---------- THE DATA

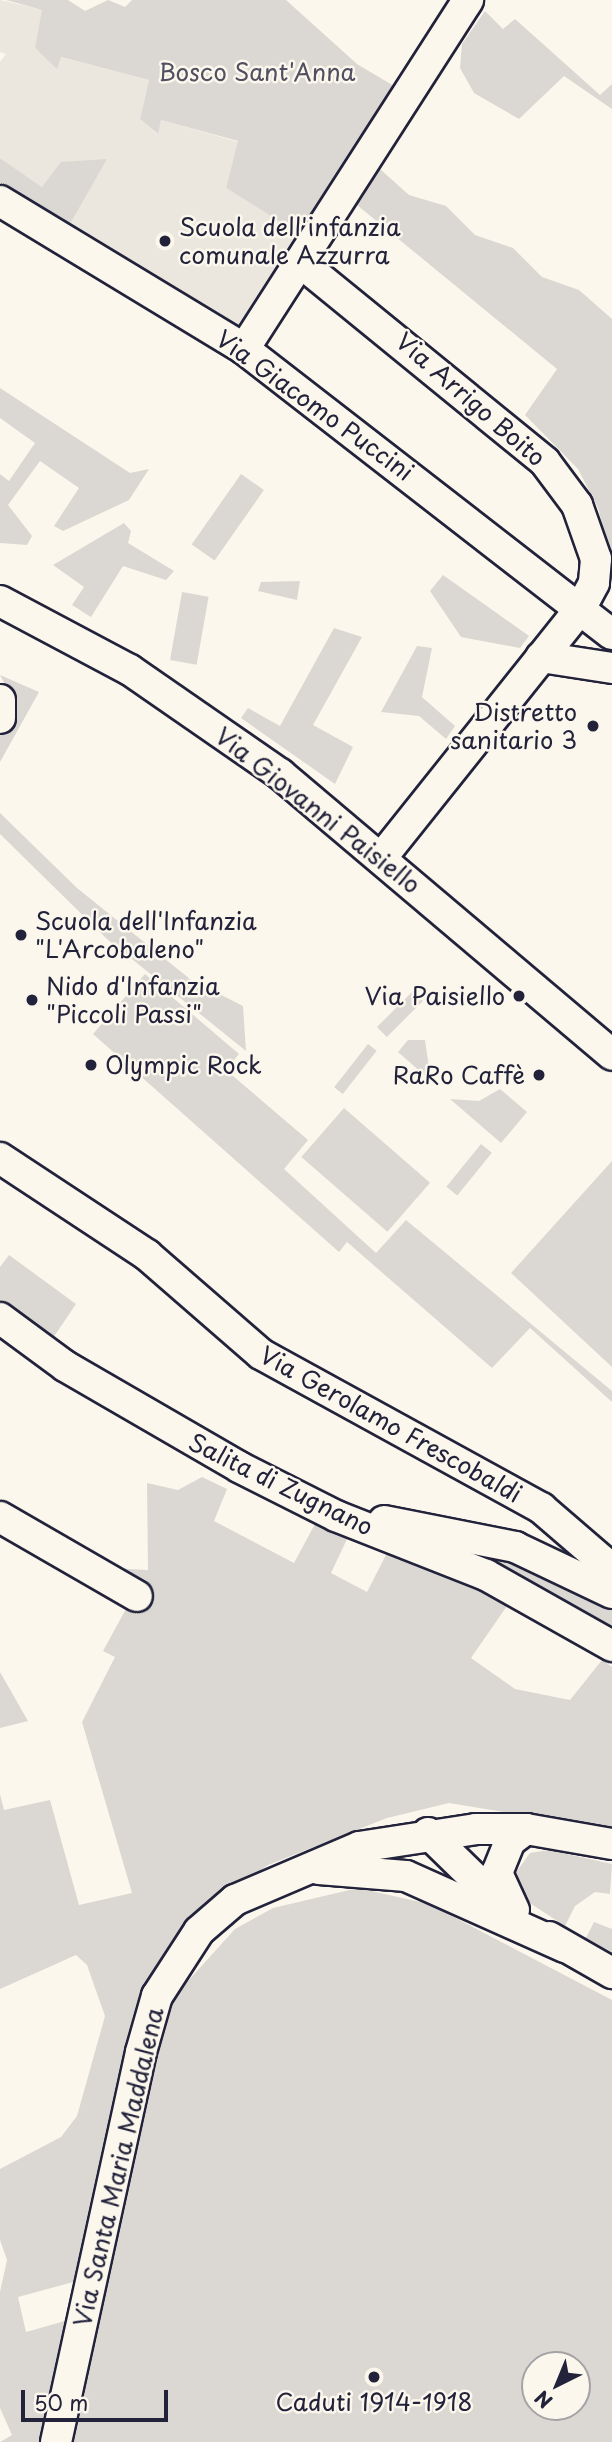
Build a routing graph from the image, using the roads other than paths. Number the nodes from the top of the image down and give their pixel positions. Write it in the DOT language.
graph roads {
  1 [pos="468,0"];
  2 [pos="0,201"];
  3 [pos="300,261"];
  4 [pos="243,349"];
  5 [pos="0,601"];
  6 [pos="580,609"];
  7 [pos="612,634"];
  8 [pos="541,657"];
  9 [pos="612,668"];
  10 [pos="0,699"];
  11 [pos="0,718"];
  12 [pos="382,857"];
  13 [pos="612,1055"];
  14 [pos="0,1158"];
  15 [pos="0,1318"];
  16 [pos="336,1516"];
  17 [pos="0,1517"];
  18 [pos="612,1569"];
  19 [pos="612,1593"];
  20 [pos="137,1596"];
  21 [pos="612,1646"];
  22 [pos="526,1829"];
  23 [pos="428,1833"];
  24 [pos="612,1844"];
  25 [pos="295,1871"];
  26 [pos="440,1888"];
  27 [pos="518,1916"];
  28 [pos="565,1947"];
  29 [pos="612,1973"];
  30 [pos="55,2442"];
  1 -- 3 [label="street"];
  2 -- 4 [label="street, Via Giacomo Puccini"];
  3 -- 4 [label="street"];
  3 -- 6 [label="street, Via Arrigo Boito"];
  4 -- 6 [label="street, Via Giacomo Puccini"];
  5 -- 12 [label="street, Via Giovanni Paisiello"];
  6 -- 7 [label="street, Via Giacomo Puccini"];
  6 -- 8 [label="street, Via Arrigo Boito"];
  8 -- 9 [label="street"];
  8 -- 12 [label="street, Via Arrigo Boito"];
  10 -- 11 [label="street"];
  12 -- 13 [label="street, Via Giovanni Paisiello"];
  14 -- 18 [label="street, Via Gerolamo Frescobaldi"];
  15 -- 16 [label="street, Salita di Zugnano"];
  16 -- 19 [label="street"];
  16 -- 21 [label="street, Salita di Zugnano"];
  17 -- 20 [label="street"];
  22 -- 23 [label="street"];
  22 -- 24 [label="street"];
  22 -- 27 [label="street"];
  23 -- 25 [label="street, Via Santa Maria Maddalena"];
  23 -- 26 [label="street"];
  23 -- 27 [label="street, Via Santa Maria Maddalena"];
  25 -- 26 [label="street, Via Santa Maria Maddalena"];
  25 -- 30 [label="street, Via Santa Maria Maddalena"];
  26 -- 28 [label="street, Via Santa Maria Maddalena"];
  27 -- 28 [label="street, Via Santa Maria Maddalena"];
  28 -- 29 [label="street, Via Santa Maria Maddalena"];
}
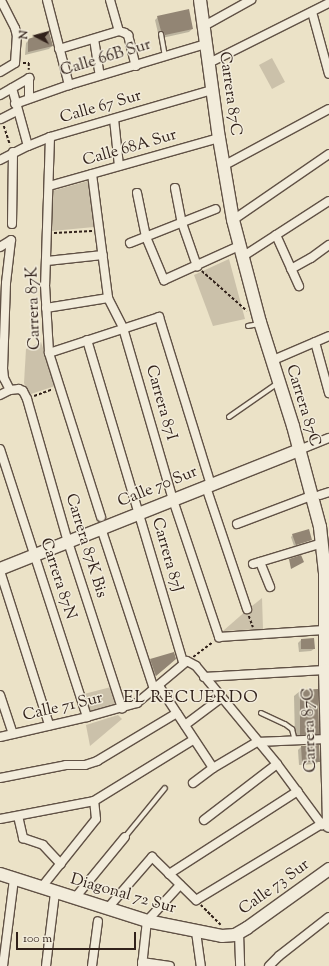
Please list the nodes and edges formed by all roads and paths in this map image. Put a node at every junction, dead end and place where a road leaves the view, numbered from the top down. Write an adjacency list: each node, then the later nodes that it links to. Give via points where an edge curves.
1 (46, 0): 13 (street)
2 (110, 0): 9 (street)
3 (200, 0): 8 (street, Carrera 87C)
4 (251, 0): 8 (street)
5 (329, 3): 7 (street)
6 (2, 6): 17 (street, via 16,28 15,63)
7 (312, 12): 15 (street); 18 (street)
8 (204, 26): 12 (street, Carrera 87C)
9 (119, 31): 11 (street); 16 (street, via 128,35)
10 (161, 34): 14 (lane)
11 (94, 39): 13 (street); 19 (street)
12 (206, 44): 14 (street, Calle 66B Sur); 15 (street, Carrera 87C)
13 (59, 49): 20 (street)
14 (165, 56): 16 (street, Calle 66B Sur)
15 (209, 63): 22 (street, Carrera 87C)
16 (136, 66): 19 (street, Calle 66B Sur)
17 (0, 72)
18 (329, 74)
19 (100, 75): 20 (street, Calle 66B Sur)
20 (69, 85): 24 (street, Calle 66B Sur)
21 (12, 88): 23 (street); 24 (street, via 29,78); 25 (street)
22 (212, 90): 28 (street, Calle 67 Sur); 30 (street, Carrera 87C)
23 (0, 95)
24 (29, 97): 25 (street, Calle 66B Sur)
25 (16, 107): 27 (street, Calle 66B Sur); 31 (street)
26 (329, 109): 36 (street)
27 (1, 119): 32 (path)
28 (114, 119): 29 (street, Calle 67 Sur); 35 (street)
29 (50, 138): 31 (street, Calle 67 Sur); 38 (street, Carrera 87K)
30 (219, 138): 35 (street, Calle 68A Sur); 36 (street, Carrera 87C)
31 (28, 146): 32 (street, Calle 67 Sur)
32 (13, 152): 34 (street, Calle 67 Sur); 45 (street)
33 (329, 154): 43 (street)
34 (0, 160)
35 (119, 166): 37 (street, Calle 68A Sur)
36 (223, 166): 43 (street, Carrera 87C)
37 (92, 174): 38 (street, Calle 68A Sur); 46 (street, Carrera 87I)
38 (49, 186): 47 (street, Carrera 87K)
39 (175, 188): 44 (street)
40 (137, 193): 49 (street)
41 (329, 201): 48 (street)
42 (216, 209): 44 (street)
43 (233, 220): 53 (street, Carrera 87C)
44 (182, 223): 49 (street); 58 (street)
45 (12, 224)
46 (99, 230): 47 (path); 55 (street, Carrera 87I)
47 (48, 233): 57 (street, Carrera 87K)
48 (276, 235): 53 (street); 59 (street)
49 (146, 237): 50 (street); 58 (street, via 164,280)
50 (130, 243)
51 (329, 245): 56 (street)
52 (0, 247): 60 (street, via 11,240)
53 (240, 252): 58 (street); 71 (street, Carrera 87C, via 254,325)
54 (329, 252): 56 (street)
55 (103, 255): 57 (street); 62 (street, Carrera 87I)
56 (311, 258): 59 (street)
57 (47, 261): 63 (street, Carrera 87K)
58 (197, 266): 64 (path)
59 (291, 269): 61 (street)
60 (3, 285): 65 (street)
61 (299, 286)
62 (108, 298): 63 (street); 66 (street, Carrera 87I)
63 (46, 308): 70 (street, Carrera 87K)
64 (250, 313)
65 (2, 328): 72 (street)
66 (123, 328): 68 (street); 83 (street, via 158,317); 86 (street, Carrera 87I)
67 (329, 336): 69 (street)
68 (87, 340): 70 (street); 87 (street, Carrera 87J)
69 (315, 342): 71 (street); 76 (street)
70 (49, 353): 74 (street, Carrera 87K)
71 (271, 361): 73 (street, Carrera 87C)
72 (2, 370): 75 (street)
73 (278, 383): 79 (lane); 82 (street, Carrera 87C)
74 (59, 386): 78 (path); 88 (street, Carrera 87K)
75 (10, 390): 77 (street); 78 (street, via 19,389)
76 (329, 393)
77 (0, 395)
78 (25, 395): 90 (street, Carrera 87K Bis)
79 (229, 417)
80 (329, 438): 82 (street, Calle 70 Sur)
81 (0, 449): 92 (street, Carrera 87N)
82 (299, 450): 83 (street, Calle 70 Sur); 85 (street, Carrera 87C)
83 (208, 486): 86 (street, Calle 70 Sur); 95 (street)
84 (329, 492): 85 (street)
85 (315, 496): 89 (street); 91 (street, Carrera 87C)
86 (173, 500): 87 (street, Calle 70 Sur); 98 (street, Carrera 87I)
87 (139, 513): 88 (street, Calle 70 Sur); 99 (street, Carrera 87J)
88 (101, 523): 90 (street, Calle 70 Sur); 103 (street, Carrera 87K)
89 (237, 524)
90 (68, 542): 92 (street, Calle 70 Sur); 106 (street, Carrera 87K Bis)
91 (322, 543): 94 (street, via 256,563); 96 (street, Carrera 87C, via 325,574)
92 (34, 555): 93 (street, Calle 70 Sur); 109 (street, Carrera 87N)
93 (0, 570): 110 (street)
94 (270, 587)
95 (247, 610): 97 (path)
96 (324, 630): 97 (street); 100 (street, Carrera 87C)
97 (255, 635): 98 (street)
98 (219, 637): 99 (path)
99 (185, 662): 101 (street, via 196,666); 103 (street, Calle 71 Sur)
100 (325, 670): 101 (street); 102 (street, Carrera 87C)
101 (204, 677): 105 (street)
102 (327, 684): 114 (street, Carrera 87C)
103 (156, 687): 106 (street, Calle 71 Sur, via 137,703); 107 (street, Carrera 87K)
104 (0, 695): 112 (street)
105 (221, 698): 111 (street); 116 (street)
106 (122, 708): 109 (street, Calle 71 Sur)
107 (177, 713): 111 (street, Carrera 87K); 120 (street, via 98,761)
108 (262, 713): 117 (lane, via 292,729)
109 (87, 718): 110 (street, Calle 71 Sur)
110 (49, 725): 112 (street, Calle 71 Sur)
111 (185, 725): 115 (street, Carrera 87K)
112 (13, 734): 113 (street, Calle 71 Sur)
113 (0, 737)
114 (327, 739): 117 (street); 128 (street, Carrera 87C)
115 (193, 740): 119 (street, Carrera 87K); 124 (street)
116 (257, 742): 117 (street); 118 (street); 119 (street)
117 (295, 742)
118 (277, 764): 123 (street); 127 (street)
119 (213, 768): 121 (street)
120 (0, 778)
121 (193, 783)
122 (165, 788): 129 (lane)
123 (298, 791): 128 (street); 133 (street)
124 (94, 801): 125 (street); 130 (street, via 96,818)
125 (18, 816): 126 (street); 130 (street, via 23,838 43,845)
126 (0, 819)
127 (204, 820)
128 (327, 822): 139 (street)
129 (125, 837): 138 (street)
130 (61, 864): 136 (street)
131 (329, 869): 145 (street, Calle 73 Sur)
132 (0, 874): 134 (street, Diagonal 72 Sur)
133 (169, 874): 135 (street); 140 (street, via 152,857)
134 (14, 879): 136 (street, Diagonal 72 Sur); 147 (street)
135 (180, 885): 139 (street); 143 (street)
136 (41, 888): 137 (street, Diagonal 72 Sur)
137 (56, 893): 138 (street, Diagonal 72 Sur); 148 (street)
138 (74, 899): 140 (street, Diagonal 72 Sur)
139 (196, 900): 145 (path)
140 (107, 910): 143 (street, Diagonal 72 Sur)
141 (329, 917): 153 (street, via 278,956)
142 (98, 921): 149 (street)
143 (148, 921): 144 (street, Diagonal 72 Sur); 146 (street)
144 (196, 932): 145 (street, Diagonal 72 Sur, via 217,936); 151 (street)
145 (235, 934): 152 (street)
146 (142, 964): 150 (street)
147 (3, 966)
148 (46, 966)
149 (92, 966)
150 (170, 966)
151 (201, 966)
152 (240, 966)
153 (269, 966)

--------------------

ACTIVITY: Among the lines above, which hold the word "graph"? Report each one.

EXERCISE ANSWER:
Build a routing graph from the image, using the roads other than paths. Number the nodes from the top of the image down and give their pixel positions. Write it in the DOT language.
graph roads {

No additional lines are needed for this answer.